** Problem requirements **
Reproduce the data below word for word.

Collected data
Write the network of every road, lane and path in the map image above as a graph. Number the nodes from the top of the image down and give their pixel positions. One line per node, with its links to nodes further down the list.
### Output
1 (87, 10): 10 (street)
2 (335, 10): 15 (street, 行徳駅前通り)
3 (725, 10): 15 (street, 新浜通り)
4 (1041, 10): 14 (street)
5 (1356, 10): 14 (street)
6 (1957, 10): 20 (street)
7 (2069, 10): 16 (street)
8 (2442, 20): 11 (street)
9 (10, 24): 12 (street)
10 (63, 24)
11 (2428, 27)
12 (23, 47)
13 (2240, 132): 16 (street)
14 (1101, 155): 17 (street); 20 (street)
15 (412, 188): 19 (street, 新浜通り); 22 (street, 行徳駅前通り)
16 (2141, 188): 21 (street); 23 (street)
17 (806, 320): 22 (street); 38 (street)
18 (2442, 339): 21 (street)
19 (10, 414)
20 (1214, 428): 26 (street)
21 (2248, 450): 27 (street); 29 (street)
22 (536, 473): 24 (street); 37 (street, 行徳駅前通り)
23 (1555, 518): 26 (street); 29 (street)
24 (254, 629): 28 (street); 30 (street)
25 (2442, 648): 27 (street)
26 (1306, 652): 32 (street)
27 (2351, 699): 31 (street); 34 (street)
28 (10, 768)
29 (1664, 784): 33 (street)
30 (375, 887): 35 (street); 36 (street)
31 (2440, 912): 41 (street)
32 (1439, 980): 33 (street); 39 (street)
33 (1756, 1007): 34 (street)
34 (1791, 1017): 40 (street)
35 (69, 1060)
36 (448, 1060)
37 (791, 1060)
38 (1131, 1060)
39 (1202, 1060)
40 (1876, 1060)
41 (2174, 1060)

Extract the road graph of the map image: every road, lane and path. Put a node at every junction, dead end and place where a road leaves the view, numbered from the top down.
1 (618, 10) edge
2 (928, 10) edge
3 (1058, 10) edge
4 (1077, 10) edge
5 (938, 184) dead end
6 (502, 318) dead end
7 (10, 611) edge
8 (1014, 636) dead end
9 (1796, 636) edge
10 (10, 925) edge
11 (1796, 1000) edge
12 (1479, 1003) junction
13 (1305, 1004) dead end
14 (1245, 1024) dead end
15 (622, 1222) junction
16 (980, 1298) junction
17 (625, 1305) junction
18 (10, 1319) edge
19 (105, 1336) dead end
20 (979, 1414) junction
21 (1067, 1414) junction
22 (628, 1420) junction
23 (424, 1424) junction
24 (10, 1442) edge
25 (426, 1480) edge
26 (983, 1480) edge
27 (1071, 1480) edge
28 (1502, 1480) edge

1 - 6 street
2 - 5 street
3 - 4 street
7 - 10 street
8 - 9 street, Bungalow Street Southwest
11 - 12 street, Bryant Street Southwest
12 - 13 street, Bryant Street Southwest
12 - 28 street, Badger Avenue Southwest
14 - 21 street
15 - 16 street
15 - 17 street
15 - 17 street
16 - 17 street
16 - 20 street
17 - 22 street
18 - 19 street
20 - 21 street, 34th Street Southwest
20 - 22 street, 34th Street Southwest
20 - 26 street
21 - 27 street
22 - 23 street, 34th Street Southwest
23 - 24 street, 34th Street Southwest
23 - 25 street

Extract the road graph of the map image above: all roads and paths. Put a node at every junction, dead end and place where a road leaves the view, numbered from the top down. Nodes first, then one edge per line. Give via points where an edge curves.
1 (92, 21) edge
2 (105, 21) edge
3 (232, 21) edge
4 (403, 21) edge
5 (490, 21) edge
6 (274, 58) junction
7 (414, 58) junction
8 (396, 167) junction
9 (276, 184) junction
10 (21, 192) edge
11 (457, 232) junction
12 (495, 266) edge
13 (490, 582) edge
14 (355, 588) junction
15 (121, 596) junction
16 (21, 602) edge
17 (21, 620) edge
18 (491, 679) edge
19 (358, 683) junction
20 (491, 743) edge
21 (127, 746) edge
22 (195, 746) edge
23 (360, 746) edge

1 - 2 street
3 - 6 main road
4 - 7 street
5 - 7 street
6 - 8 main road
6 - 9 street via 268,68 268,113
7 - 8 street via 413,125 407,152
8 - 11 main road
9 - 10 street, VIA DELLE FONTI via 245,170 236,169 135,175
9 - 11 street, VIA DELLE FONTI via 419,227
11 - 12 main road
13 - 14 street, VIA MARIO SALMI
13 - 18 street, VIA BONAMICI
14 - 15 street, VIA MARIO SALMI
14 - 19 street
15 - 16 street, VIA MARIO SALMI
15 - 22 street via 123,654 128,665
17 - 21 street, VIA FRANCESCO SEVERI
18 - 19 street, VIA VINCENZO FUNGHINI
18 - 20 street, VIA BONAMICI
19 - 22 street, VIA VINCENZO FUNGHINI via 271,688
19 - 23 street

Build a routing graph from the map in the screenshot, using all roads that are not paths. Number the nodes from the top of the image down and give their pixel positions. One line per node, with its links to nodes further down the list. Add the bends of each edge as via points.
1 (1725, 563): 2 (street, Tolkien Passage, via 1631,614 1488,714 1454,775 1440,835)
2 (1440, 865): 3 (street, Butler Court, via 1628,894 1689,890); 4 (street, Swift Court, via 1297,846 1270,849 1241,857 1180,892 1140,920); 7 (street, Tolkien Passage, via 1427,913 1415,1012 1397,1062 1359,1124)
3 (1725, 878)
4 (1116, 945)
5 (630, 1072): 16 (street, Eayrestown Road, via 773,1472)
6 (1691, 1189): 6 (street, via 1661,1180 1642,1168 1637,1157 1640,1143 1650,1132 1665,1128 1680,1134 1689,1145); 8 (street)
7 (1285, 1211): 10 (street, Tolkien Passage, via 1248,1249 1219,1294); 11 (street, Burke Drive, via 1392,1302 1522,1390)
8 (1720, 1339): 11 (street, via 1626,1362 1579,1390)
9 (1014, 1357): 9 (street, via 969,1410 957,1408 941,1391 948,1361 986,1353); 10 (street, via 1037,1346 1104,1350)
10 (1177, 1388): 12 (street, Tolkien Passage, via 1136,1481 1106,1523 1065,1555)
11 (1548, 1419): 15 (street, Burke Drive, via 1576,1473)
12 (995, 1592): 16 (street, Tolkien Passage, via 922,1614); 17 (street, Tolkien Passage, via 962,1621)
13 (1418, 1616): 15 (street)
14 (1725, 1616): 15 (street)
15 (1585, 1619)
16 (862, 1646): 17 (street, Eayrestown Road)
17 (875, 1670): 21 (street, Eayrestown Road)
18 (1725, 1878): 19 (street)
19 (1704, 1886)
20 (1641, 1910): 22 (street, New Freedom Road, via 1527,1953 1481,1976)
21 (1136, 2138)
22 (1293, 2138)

** Response **
Write the network of every road, lane and path in the map image above as a graph. Number the nodes from the top of the image down and give their pixel positions. One line per node, with its links to nodes further down the list.
### Output
1 (87, 10): 10 (street)
2 (335, 10): 15 (street, 行徳駅前通り)
3 (725, 10): 15 (street, 新浜通り)
4 (1041, 10): 14 (street)
5 (1356, 10): 14 (street)
6 (1957, 10): 20 (street)
7 (2069, 10): 16 (street)
8 (2442, 20): 11 (street)
9 (10, 24): 12 (street)
10 (63, 24)
11 (2428, 27)
12 (23, 47)
13 (2240, 132): 16 (street)
14 (1101, 155): 17 (street); 20 (street)
15 (412, 188): 19 (street, 新浜通り); 22 (street, 行徳駅前通り)
16 (2141, 188): 21 (street); 23 (street)
17 (806, 320): 22 (street); 38 (street)
18 (2442, 339): 21 (street)
19 (10, 414)
20 (1214, 428): 26 (street)
21 (2248, 450): 27 (street); 29 (street)
22 (536, 473): 24 (street); 37 (street, 行徳駅前通り)
23 (1555, 518): 26 (street); 29 (street)
24 (254, 629): 28 (street); 30 (street)
25 (2442, 648): 27 (street)
26 (1306, 652): 32 (street)
27 (2351, 699): 31 (street); 34 (street)
28 (10, 768)
29 (1664, 784): 33 (street)
30 (375, 887): 35 (street); 36 (street)
31 (2440, 912): 41 (street)
32 (1439, 980): 33 (street); 39 (street)
33 (1756, 1007): 34 (street)
34 (1791, 1017): 40 (street)
35 (69, 1060)
36 (448, 1060)
37 (791, 1060)
38 (1131, 1060)
39 (1202, 1060)
40 (1876, 1060)
41 (2174, 1060)

Extract the road graph of the map image: every road, lane and path. Put a node at every junction, dead end and place where a road leaves the view, numbered from the top down.
1 (618, 10) edge
2 (928, 10) edge
3 (1058, 10) edge
4 (1077, 10) edge
5 (938, 184) dead end
6 (502, 318) dead end
7 (10, 611) edge
8 (1014, 636) dead end
9 (1796, 636) edge
10 (10, 925) edge
11 (1796, 1000) edge
12 (1479, 1003) junction
13 (1305, 1004) dead end
14 (1245, 1024) dead end
15 (622, 1222) junction
16 (980, 1298) junction
17 (625, 1305) junction
18 (10, 1319) edge
19 (105, 1336) dead end
20 (979, 1414) junction
21 (1067, 1414) junction
22 (628, 1420) junction
23 (424, 1424) junction
24 (10, 1442) edge
25 (426, 1480) edge
26 (983, 1480) edge
27 (1071, 1480) edge
28 (1502, 1480) edge

1 - 6 street
2 - 5 street
3 - 4 street
7 - 10 street
8 - 9 street, Bungalow Street Southwest
11 - 12 street, Bryant Street Southwest
12 - 13 street, Bryant Street Southwest
12 - 28 street, Badger Avenue Southwest
14 - 21 street
15 - 16 street
15 - 17 street
15 - 17 street
16 - 17 street
16 - 20 street
17 - 22 street
18 - 19 street
20 - 21 street, 34th Street Southwest
20 - 22 street, 34th Street Southwest
20 - 26 street
21 - 27 street
22 - 23 street, 34th Street Southwest
23 - 24 street, 34th Street Southwest
23 - 25 street

Extract the road graph of the map image above: all roads and paths. Put a node at every junction, dead end and place where a road leaves the view, numbered from the top down. Nodes first, then one edge per line. Give via points where an edge curves.
1 (92, 21) edge
2 (105, 21) edge
3 (232, 21) edge
4 (403, 21) edge
5 (490, 21) edge
6 (274, 58) junction
7 (414, 58) junction
8 (396, 167) junction
9 (276, 184) junction
10 (21, 192) edge
11 (457, 232) junction
12 (495, 266) edge
13 (490, 582) edge
14 (355, 588) junction
15 (121, 596) junction
16 (21, 602) edge
17 (21, 620) edge
18 (491, 679) edge
19 (358, 683) junction
20 (491, 743) edge
21 (127, 746) edge
22 (195, 746) edge
23 (360, 746) edge

1 - 2 street
3 - 6 main road
4 - 7 street
5 - 7 street
6 - 8 main road
6 - 9 street via 268,68 268,113
7 - 8 street via 413,125 407,152
8 - 11 main road
9 - 10 street, VIA DELLE FONTI via 245,170 236,169 135,175
9 - 11 street, VIA DELLE FONTI via 419,227
11 - 12 main road
13 - 14 street, VIA MARIO SALMI
13 - 18 street, VIA BONAMICI
14 - 15 street, VIA MARIO SALMI
14 - 19 street
15 - 16 street, VIA MARIO SALMI
15 - 22 street via 123,654 128,665
17 - 21 street, VIA FRANCESCO SEVERI
18 - 19 street, VIA VINCENZO FUNGHINI
18 - 20 street, VIA BONAMICI
19 - 22 street, VIA VINCENZO FUNGHINI via 271,688
19 - 23 street

Build a routing graph from the map in the screenshot, using all roads that are not paths. Number the nodes from the top of the image down and give their pixel positions. One line per node, with its links to nodes further down the list. Add the bends of each edge as via points.
1 (1725, 563): 2 (street, Tolkien Passage, via 1631,614 1488,714 1454,775 1440,835)
2 (1440, 865): 3 (street, Butler Court, via 1628,894 1689,890); 4 (street, Swift Court, via 1297,846 1270,849 1241,857 1180,892 1140,920); 7 (street, Tolkien Passage, via 1427,913 1415,1012 1397,1062 1359,1124)
3 (1725, 878)
4 (1116, 945)
5 (630, 1072): 16 (street, Eayrestown Road, via 773,1472)
6 (1691, 1189): 6 (street, via 1661,1180 1642,1168 1637,1157 1640,1143 1650,1132 1665,1128 1680,1134 1689,1145); 8 (street)
7 (1285, 1211): 10 (street, Tolkien Passage, via 1248,1249 1219,1294); 11 (street, Burke Drive, via 1392,1302 1522,1390)
8 (1720, 1339): 11 (street, via 1626,1362 1579,1390)
9 (1014, 1357): 9 (street, via 969,1410 957,1408 941,1391 948,1361 986,1353); 10 (street, via 1037,1346 1104,1350)
10 (1177, 1388): 12 (street, Tolkien Passage, via 1136,1481 1106,1523 1065,1555)
11 (1548, 1419): 15 (street, Burke Drive, via 1576,1473)
12 (995, 1592): 16 (street, Tolkien Passage, via 922,1614); 17 (street, Tolkien Passage, via 962,1621)
13 (1418, 1616): 15 (street)
14 (1725, 1616): 15 (street)
15 (1585, 1619)
16 (862, 1646): 17 (street, Eayrestown Road)
17 (875, 1670): 21 (street, Eayrestown Road)
18 (1725, 1878): 19 (street)
19 (1704, 1886)
20 (1641, 1910): 22 (street, New Freedom Road, via 1527,1953 1481,1976)
21 (1136, 2138)
22 (1293, 2138)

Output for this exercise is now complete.